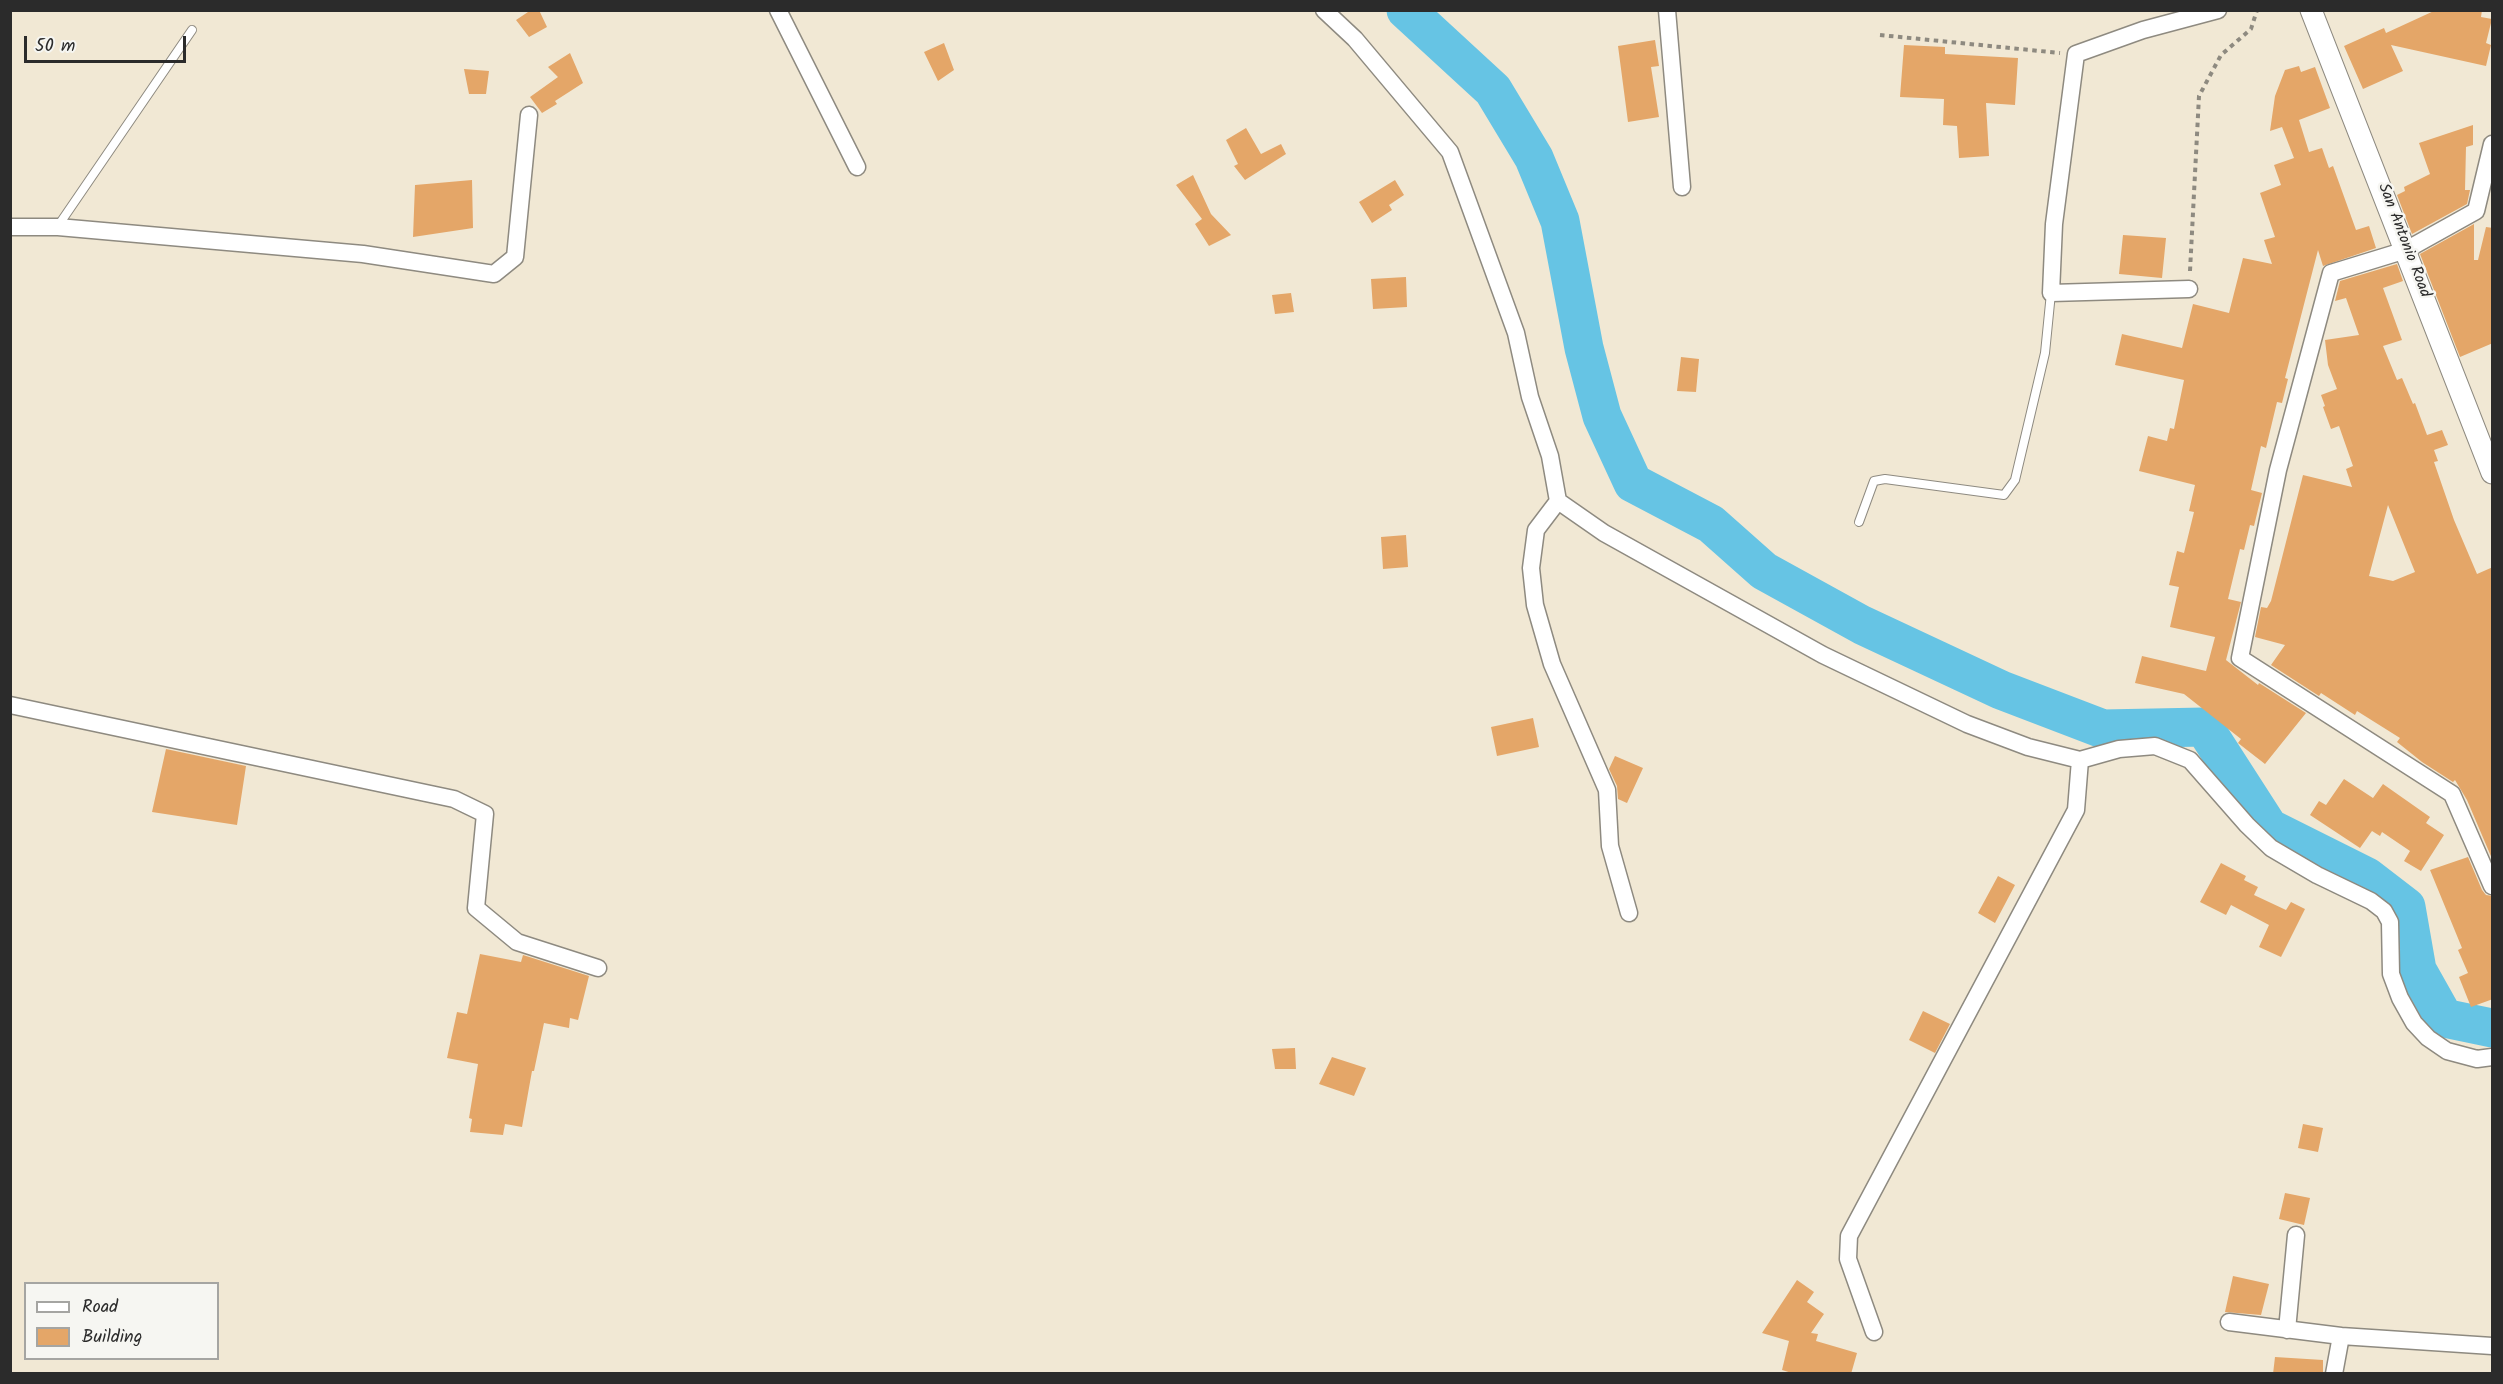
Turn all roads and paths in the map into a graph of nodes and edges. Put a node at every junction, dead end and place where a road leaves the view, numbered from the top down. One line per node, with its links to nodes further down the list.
1 (778, 10): 12 (street)
2 (1324, 10): 20 (street)
3 (1667, 10): 13 (street)
4 (2218, 10): 9 (street)
5 (2257, 10): 17 (path)
6 (2311, 10): 16 (street, San Antonio Road)
7 (192, 30): 15 (lane)
8 (1880, 35): 9 (path)
9 (2076, 54): 18 (street)
10 (529, 115): 15 (street)
11 (2493, 144): 16 (street)
12 (857, 167)
13 (1682, 187)
14 (10, 227): 15 (street)
15 (58, 227)
16 (2406, 250): 19 (street, San Antonio Road); 24 (street)
17 (2189, 290): 18 (street)
18 (2051, 293): 21 (lane)
19 (2493, 473)
20 (1558, 501): 23 (street); 25 (street)
21 (1859, 522)
22 (10, 705): 26 (street)
23 (2080, 760): 27 (street); 31 (street)
24 (2493, 886)
25 (1629, 913)
26 (598, 968)
27 (2493, 1057)
28 (2296, 1235): 30 (street)
29 (2229, 1322): 30 (street)
30 (2287, 1330): 32 (street)
31 (1874, 1332)
32 (2341, 1336): 33 (street); 34 (street)
33 (2493, 1346)
34 (2334, 1374)

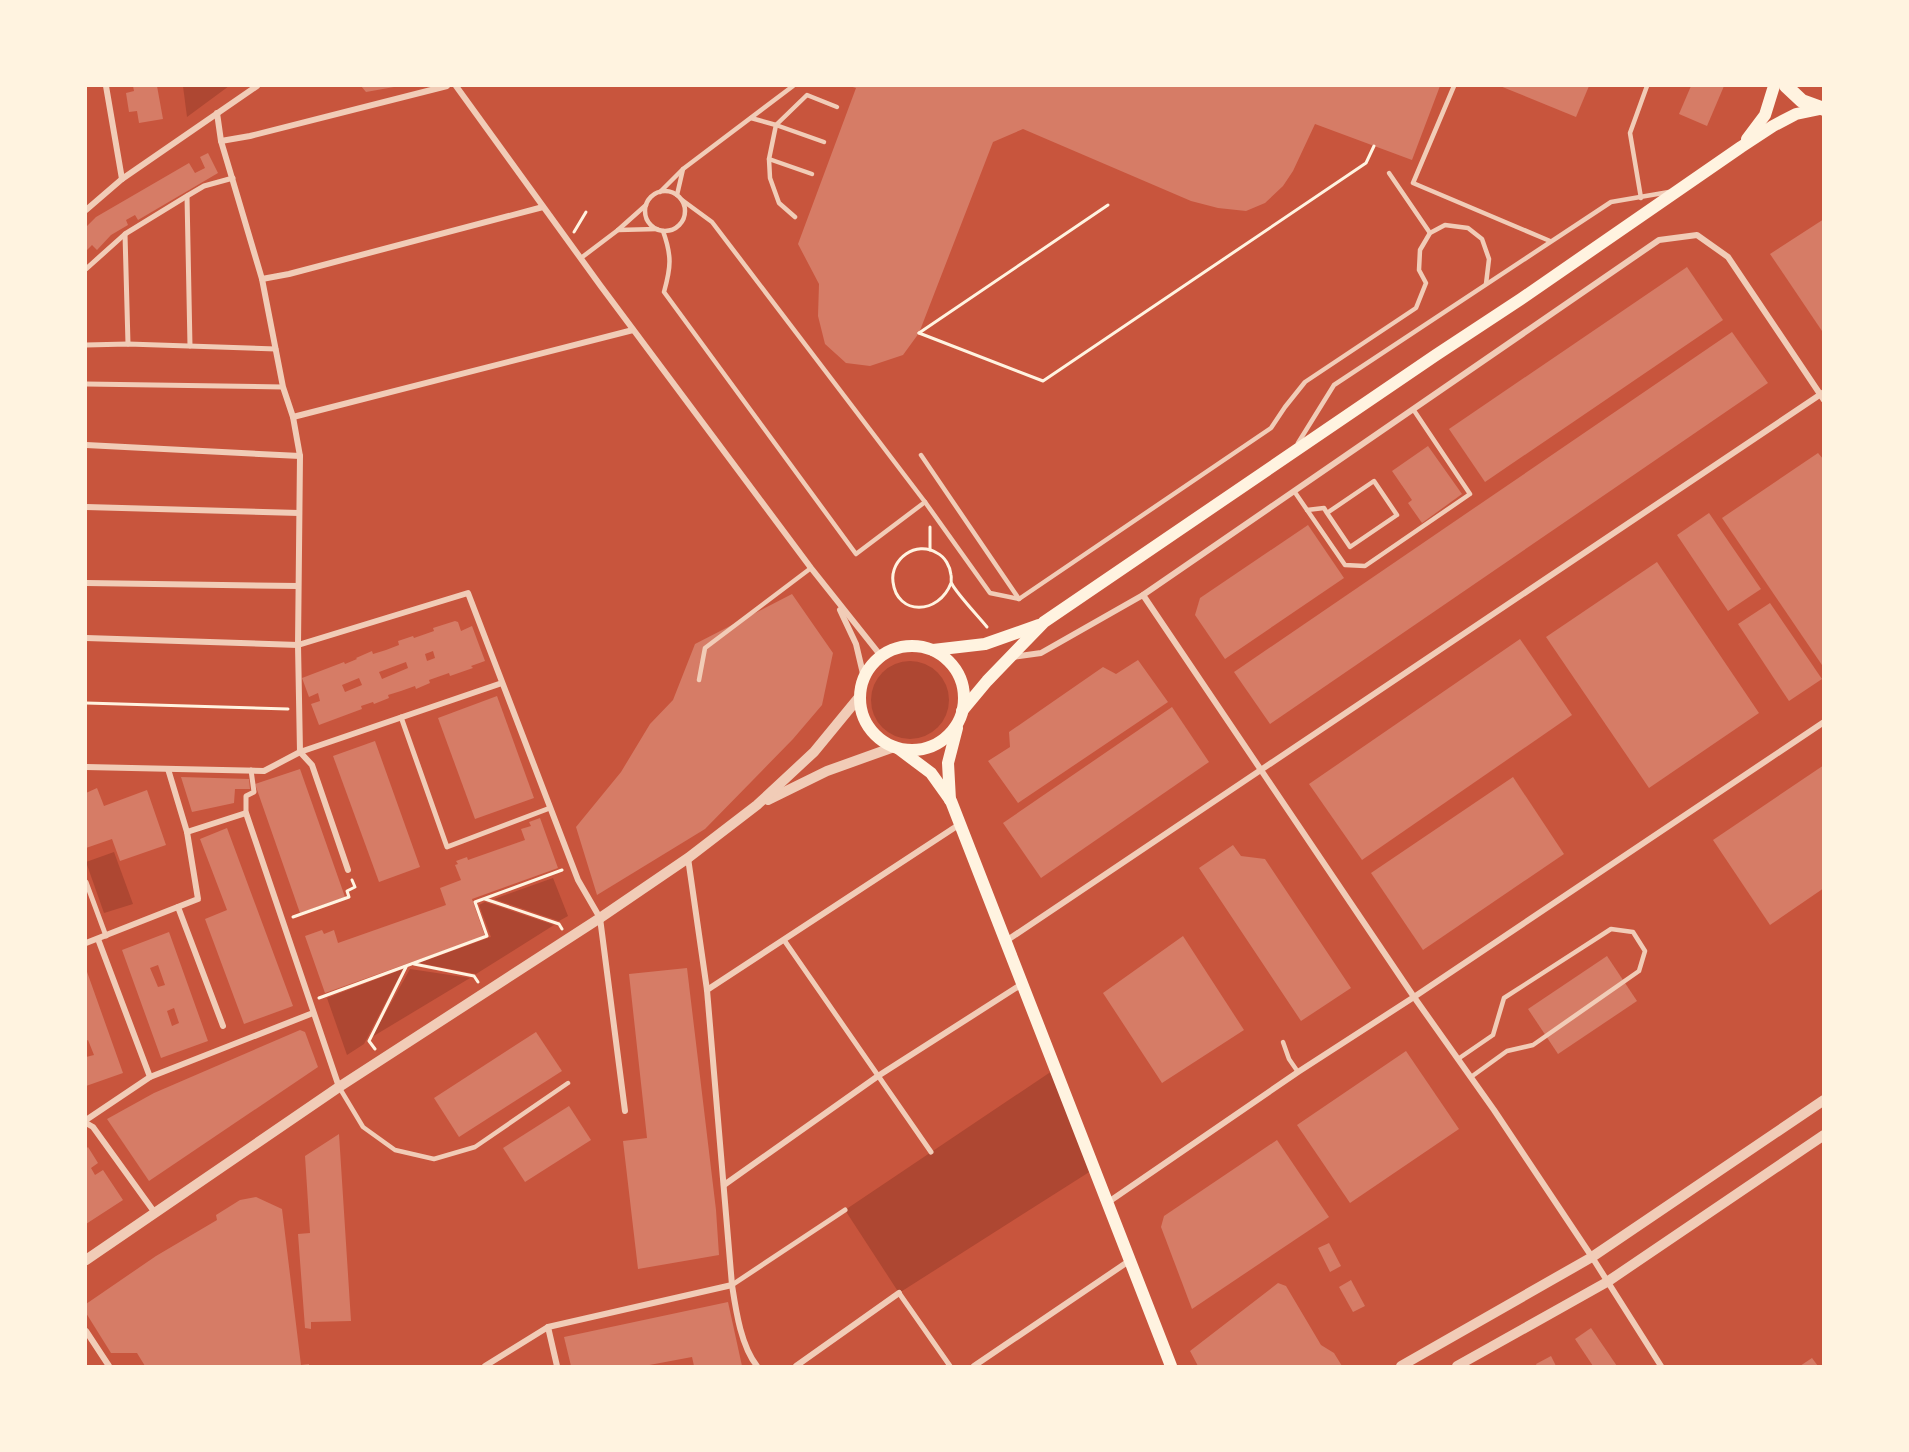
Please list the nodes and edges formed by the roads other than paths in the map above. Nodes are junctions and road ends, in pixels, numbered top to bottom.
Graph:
1 (106, 86) edge
2 (257, 86) edge
3 (447, 86) edge
4 (456, 86) edge
5 (793, 86) edge
6 (1454, 86) edge
7 (1647, 86) edge
8 (1774, 86) edge
9 (1786, 86) edge
10 (837, 107) dead end
11 (1822, 109) edge
12 (217, 113) junction
13 (751, 118) junction
14 (776, 126) junction
15 (221, 141) junction
16 (824, 142) dead end
17 (1741, 147) junction
18 (769, 159) junction
19 (683, 168) junction
20 (1389, 173) dead end
21 (812, 174) dead end
22 (233, 178) junction
23 (122, 179) junction
24 (1678, 190) junction
25 (660, 192) junction
26 (677, 195) junction
27 (187, 196) junction
28 (1641, 198) junction
29 (682, 200) junction
30 (646, 205) junction
31 (543, 207) junction
32 (86, 210) edge
33 (795, 217) dead end
34 (657, 229) junction
35 (618, 230) junction
36 (663, 231) junction
37 (1430, 233) junction
38 (125, 234) junction
39 (1550, 241) junction
40 (581, 258) junction
41 (86, 269) edge
42 (262, 279) junction
43 (1486, 284) junction
44 (633, 330) junction
45 (128, 344) junction
46 (86, 345) edge
47 (190, 346) junction
48 (276, 349) junction
49 (86, 384) edge
50 (283, 387) junction
51 (1822, 395) edge
52 (1413, 409) junction
53 (293, 417) junction
54 (86, 445) edge
55 (1293, 452) junction
56 (921, 455) dead end
57 (300, 456) junction
58 (1294, 491) junction
59 (925, 502) junction
60 (86, 507) edge
61 (1307, 510) junction
62 (299, 513) junction
63 (1327, 513) junction
64 (811, 568) junction
65 (86, 583) edge
66 (298, 586) junction
67 (1143, 595) junction
68 (1018, 598) junction
69 (836, 601) junction
70 (1044, 622) junction
71 (86, 638) edge
72 (298, 645) junction
73 (933, 650) junction
74 (881, 656) junction
75 (1009, 657) junction
76 (864, 678) junction
77 (699, 680) dead end
78 (502, 683) junction
79 (860, 696) junction
80 (960, 716) junction
81 (401, 717) junction
82 (1824, 722) edge
83 (897, 748) junction
84 (300, 752) junction
85 (86, 767) edge
86 (168, 769) junction
87 (251, 770) junction
88 (1262, 771) junction
89 (951, 801) junction
90 (757, 806) junction
91 (550, 808) junction
92 (246, 813) junction
93 (960, 824) junction
94 (187, 832) junction
95 (688, 858) junction
96 (348, 870) road end
97 (86, 882) edge
98 (178, 907) junction
99 (600, 918) junction
100 (106, 936) junction
101 (98, 939) junction
102 (784, 940) junction
103 (1005, 942) junction
104 (86, 943) edge
105 (1022, 984) junction
106 (707, 990) junction
107 (1414, 997) junction
108 (313, 1013) junction
109 (223, 1026) dead end
110 (1283, 1042) dead end
111 (1458, 1059) junction
112 (1298, 1072) junction
113 (150, 1077) junction
114 (878, 1077) junction
115 (1471, 1077) junction
116 (568, 1083) dead end
117 (339, 1087) junction
118 (1824, 1100) edge
119 (624, 1111) dead end
120 (86, 1121) edge
121 (1824, 1135) edge
122 (931, 1152) dead end
123 (724, 1185) junction
124 (1107, 1203) junction
125 (845, 1210) dead end
126 (155, 1213) junction
127 (1592, 1257) junction
128 (86, 1260) edge
129 (1129, 1261) junction
130 (1607, 1282) junction
131 (732, 1286) junction
132 (899, 1293) joint
133 (548, 1327) junction
134 (86, 1331) edge
135 (109, 1366) edge
136 (484, 1366) edge
137 (557, 1366) edge
138 (757, 1366) edge
139 (796, 1366) edge
140 (950, 1366) edge
141 (974, 1366) edge
142 (1170, 1366) edge
143 (1401, 1366) edge
144 (1457, 1366) edge
145 (1661, 1366) edge

1 - 23 street
2 - 12 street
3 - 15 street
4 - 31 street
5 - 13 lane
6 - 39 lane
7 - 28 lane
8 - 17 main road
9 - 11 main road
10 - 14 lane
11 - 17 main road
12 - 15 street
12 - 23 street
13 - 14 lane
13 - 19 lane
14 - 16 lane
14 - 18 lane
15 - 22 street
17 - 24 main road
18 - 21 lane
18 - 33 lane
19 - 25 lane
19 - 26 lane
20 - 37 lane
22 - 27 street
22 - 42 street
23 - 32 street
24 - 28 lane
24 - 55 main road
25 - 26 lane
25 - 30 lane
26 - 29 lane
27 - 38 street
27 - 47 street
28 - 39 lane
29 - 36 lane
29 - 59 lane
30 - 34 lane
30 - 35 lane
31 - 40 street
31 - 42 street
34 - 35 lane
34 - 36 lane
35 - 40 lane
36 - 59 lane
37 - 43 lane
37 - 68 lane
38 - 41 street
38 - 45 street
39 - 43 lane
40 - 44 street
42 - 48 street
43 - 55 lane
44 - 53 street
44 - 64 street
45 - 46 street
45 - 47 street
47 - 48 street
48 - 50 street
49 - 50 street
50 - 53 street
51 - 52 street
51 - 88 street
52 - 58 street
52 - 61 lane
53 - 57 street
54 - 57 street
55 - 70 main road
56 - 68 lane
57 - 62 street
58 - 61 lane
58 - 67 street
59 - 68 lane
60 - 62 street
61 - 63 lane
62 - 66 street
63 - 63 lane
64 - 69 street
64 - 77 lane
65 - 66 street
66 - 72 street
67 - 75 street
67 - 88 street
69 - 74 street
69 - 76 street
70 - 73 main road
70 - 75 main road
71 - 72 street
72 - 78 street
72 - 84 street
73 - 74 main road
73 - 80 main road
74 - 76 main road
75 - 80 main road
76 - 79 main road
78 - 81 street
78 - 91 street
79 - 83 main road
79 - 90 street
80 - 83 main road
80 - 89 main road
81 - 84 street
81 - 91 street
82 - 107 street
83 - 89 main road
83 - 90 street
84 - 87 street
84 - 96 street
85 - 86 street
86 - 87 street
86 - 94 street
87 - 92 street
88 - 103 street
88 - 107 street
89 - 93 main road
90 - 95 street
91 - 99 street
92 - 94 street
92 - 108 street
93 - 102 street
93 - 103 main road
94 - 98 street
95 - 99 street
95 - 106 street
97 - 100 street
98 - 100 street
98 - 109 street
99 - 117 street
99 - 119 street
100 - 101 street
101 - 104 street
101 - 113 street
102 - 106 street
102 - 114 street
103 - 105 main road
105 - 114 street
105 - 124 main road
106 - 123 street
107 - 111 street
107 - 112 street
108 - 113 street
108 - 117 street
110 - 112 lane
111 - 115 street
111 - 115 lane
112 - 124 street
113 - 120 street
114 - 122 street
114 - 123 street
115 - 127 street
116 - 117 lane
117 - 126 street
118 - 127 street
120 - 126 street
121 - 130 street
123 - 131 street
124 - 129 main road
125 - 131 street
126 - 128 street
127 - 130 street
127 - 143 street
129 - 141 street
129 - 142 main road
130 - 144 street
130 - 145 street
131 - 133 street
131 - 138 street
132 - 139 street
132 - 140 street
133 - 136 street
133 - 137 street
134 - 135 street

********************

What you are asked to do »
Word for word and without pictures, please write out only the lines from the start of the entries through the line containing "Please list the", both included.

Expected answer »
Turn all roads and paths in the map into a graph of nodes and edges. Put a node at every junction, dead end and place where a road leaves the view, numbered from the top down. One line per node, with its links to nodes further down the list.
1 (778, 10): 12 (street)
2 (1324, 10): 20 (street)
3 (1667, 10): 13 (street)
4 (2218, 10): 9 (street)
5 (2257, 10): 17 (path)
6 (2311, 10): 16 (street, San Antonio Road)
7 (192, 30): 15 (lane)
8 (1880, 35): 9 (path)
9 (2076, 54): 18 (street)
10 (529, 115): 15 (street)
11 (2493, 144): 16 (street)
12 (857, 167)
13 (1682, 187)
14 (10, 227): 15 (street)
15 (58, 227)
16 (2406, 250): 19 (street, San Antonio Road); 24 (street)
17 (2189, 290): 18 (street)
18 (2051, 293): 21 (lane)
19 (2493, 473)
20 (1558, 501): 23 (street); 25 (street)
21 (1859, 522)
22 (10, 705): 26 (street)
23 (2080, 760): 27 (street); 31 (street)
24 (2493, 886)
25 (1629, 913)
26 (598, 968)
27 (2493, 1057)
28 (2296, 1235): 30 (street)
29 (2229, 1322): 30 (street)
30 (2287, 1330): 32 (street)
31 (1874, 1332)
32 (2341, 1336): 33 (street); 34 (street)
33 (2493, 1346)
34 (2334, 1374)

Please list the nodes and edges formed by the roads other than paths in the map above. Nodes are junctions and road ends, in pixels, numbered top to bottom.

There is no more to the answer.